The Evenks were formerly known as tungus. This designation was spread by the Russians, who acquired it from the Yakuts (in the Yakut language tongus) in the 17th century. The Evenks have several self-designations, of which the best known is evenk. This became the official designation for the people in 1931.  Some groups call themselves orochen ('an inhabitant of the River Oro'), orochon ('a rearer of reindeer'), ile ('a human being'), etc. At one time or another tribal designations and place names have also been used as self-designations, for instance manjagir, birachen, solon, etc. Several of these have even been taken for separate ethnic entities.

There is also a similarly named Siberian group called the Evens (formerly known as Lamuts). Although related to the Evenks, the Evens are now considered to be a separate ethnic group.
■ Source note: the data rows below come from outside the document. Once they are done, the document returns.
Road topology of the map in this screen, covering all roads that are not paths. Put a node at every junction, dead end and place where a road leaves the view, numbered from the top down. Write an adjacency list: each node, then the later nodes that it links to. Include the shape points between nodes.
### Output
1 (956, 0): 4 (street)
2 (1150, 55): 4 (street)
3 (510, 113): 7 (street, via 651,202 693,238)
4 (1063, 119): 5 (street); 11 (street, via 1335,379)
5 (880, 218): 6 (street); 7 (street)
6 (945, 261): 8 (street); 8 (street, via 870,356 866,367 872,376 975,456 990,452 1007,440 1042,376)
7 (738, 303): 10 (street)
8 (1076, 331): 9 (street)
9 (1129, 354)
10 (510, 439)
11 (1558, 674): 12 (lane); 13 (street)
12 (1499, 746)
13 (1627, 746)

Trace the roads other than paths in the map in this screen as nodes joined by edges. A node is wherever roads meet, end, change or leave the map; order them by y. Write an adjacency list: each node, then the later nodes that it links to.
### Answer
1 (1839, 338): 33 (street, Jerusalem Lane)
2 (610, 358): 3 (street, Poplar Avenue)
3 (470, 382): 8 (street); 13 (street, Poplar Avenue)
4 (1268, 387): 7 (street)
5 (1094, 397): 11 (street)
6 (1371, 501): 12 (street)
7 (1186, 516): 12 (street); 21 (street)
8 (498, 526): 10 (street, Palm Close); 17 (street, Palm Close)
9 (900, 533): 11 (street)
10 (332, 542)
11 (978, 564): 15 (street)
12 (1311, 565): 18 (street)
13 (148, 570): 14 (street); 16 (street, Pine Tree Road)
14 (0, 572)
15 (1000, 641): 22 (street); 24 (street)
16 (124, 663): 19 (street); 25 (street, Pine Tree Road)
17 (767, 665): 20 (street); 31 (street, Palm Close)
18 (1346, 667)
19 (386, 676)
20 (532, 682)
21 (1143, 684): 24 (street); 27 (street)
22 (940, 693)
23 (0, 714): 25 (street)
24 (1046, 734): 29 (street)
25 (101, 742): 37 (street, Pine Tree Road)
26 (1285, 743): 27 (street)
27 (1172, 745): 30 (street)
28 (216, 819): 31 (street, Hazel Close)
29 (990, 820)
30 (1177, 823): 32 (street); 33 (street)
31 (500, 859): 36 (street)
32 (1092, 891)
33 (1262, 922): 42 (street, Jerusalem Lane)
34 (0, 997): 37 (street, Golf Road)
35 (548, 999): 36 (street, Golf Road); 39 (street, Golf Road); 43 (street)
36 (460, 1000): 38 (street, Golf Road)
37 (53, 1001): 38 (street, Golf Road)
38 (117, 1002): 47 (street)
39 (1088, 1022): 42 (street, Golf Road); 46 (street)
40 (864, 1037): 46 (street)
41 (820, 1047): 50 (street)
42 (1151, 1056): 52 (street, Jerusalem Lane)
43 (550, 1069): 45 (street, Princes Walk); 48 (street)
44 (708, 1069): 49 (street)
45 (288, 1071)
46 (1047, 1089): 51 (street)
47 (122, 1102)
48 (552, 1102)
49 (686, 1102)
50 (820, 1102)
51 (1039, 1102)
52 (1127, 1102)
The Evenks are spread over a huge territory of the Siberian taiga from the River Ob in the west to the Okhotsk Sea in the east, and from the Arctic Ocean in the north to Manchuria and Sakhalin in the south. The total area of their habitat is about 2,500,000 km2. In all of Russia only the Russians inhabit a larger territory. According to the administrative structure, the Evenks live, from west to east, in:
Tyumen Oblast
Tomsk Oblast
Krasnoyarsk Krai
Evenk Autonomous Okrug 
Irkutsk Oblast 
Chita Oblast
Amur Oblast
Republic of Buryatia
Sakha Republic
Khabarovsk Krai
Sakhalin Oblast.
However, the territory where they are a titular nation is confined solely to Evenk Autonomous Okrug, where 3,802 of the 35,527 Evenks live (according to the 2002 census). More than 18,200 Evenks live in the Sakha Republic.

Evenki is the largest of the northern group of the Manchu-Tungus languages, a group which also includes Even and Negidal.

Many Evenks in Russia still engage in a traditional lifestyle of raising reindeer, fishing, and hunting.

Russian Federation 
According to the 2002 census 35,527 Evenki lived in Russia.

Evenks of China

At the 2000 census, there were 30,505 Evenks in China, mainly made up of the Solons and the Khamnigans. 88.8% of China's Evenks live in the Hulunbuir region in the north of the Inner Mongolia Province, near the city of Hailar. The Evenk Autonomous Banner is also located near Hulunbuir. There are also around 3,000 Evenks in neighbouring Heilongjiang Province.

The Manchu Emperor Hong Taiji conquered the Evenks in 1640, and executed their leader Bombogor. After the Manchu conquest, the Evenks were incorporated into the Eight Banners.

In 1763, the Qing government moved 500 Solon Evenk and 500 Daur families to the Tacheng and Ghulja areas of Xinjiang, in order to strengthen the empire's western border. Another 1020 Xibe families (some 4000 persons) also came the following year. Since then, however, the Solons of Xinjiang have assimilated into other ethnic groups, and are not identified as such anymore.

The Japanese occupation led to many murders of Evenkis, and Evenki men were conscripted as scouts and rangers by the Japanese secret service in 1942.
Some Evenkis fled to Soviet Siberia across the Amur river after murdering a Japanese officer to avoid punishment from the Japanese.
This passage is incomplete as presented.